The frameshift coding sequence variants studied here were defined solely on the basis of their DNA sequence change (see Introduction). Given that this type of variant is not limited to LPL, insights generated from this study could have implications for the genotype–phenotype relationship of frameshift coding sequence variants in other disease genes. Herein, it is worth noting that other types of variants, such as missense and synonymous variants, may also lead to "frameshift" or "in-frame" changes at the RNA level by affecting pre-mRNA splicing, but this lies out within the scope of the current study.

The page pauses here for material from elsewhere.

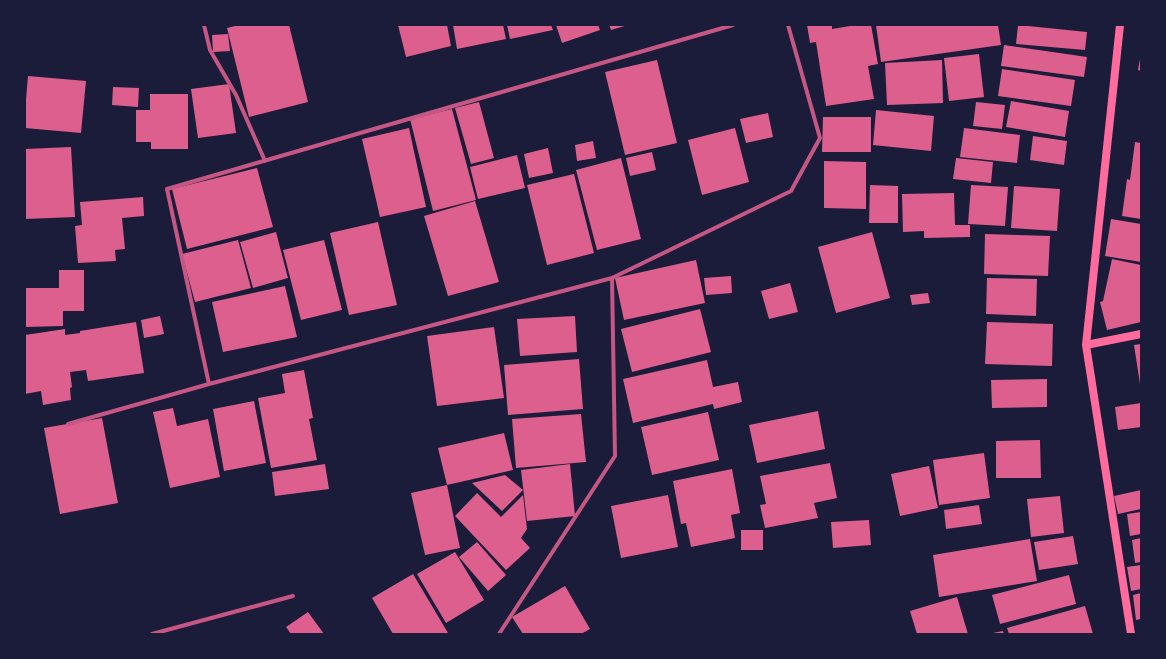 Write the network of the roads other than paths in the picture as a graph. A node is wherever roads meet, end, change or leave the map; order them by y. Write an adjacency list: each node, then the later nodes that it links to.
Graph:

Study strengths and limitations

The strengths of our study were that (i) we reported two novel variants and (ii) we performed the first comprehensive exploration of genotype–phenotype relationships for the LPL frameshift coding variants reported thus far. One limitation of our study was the relatively small sample size.

Conclusions

In this study, we reported 2 novel LPL frameshift coding variants, followed by an exploration of genotype–phenotype relationships for the LPL frameshift coding variants reported to date. Careful evaluation of the 55 LPL frameshift coding variants with respect to their clinical and genetic data generated several novel insights, especially in relation to the importance of residual LPL function in modifying the age of disease onset and subsequent clinical expression in the context of autosomal recessive FCS.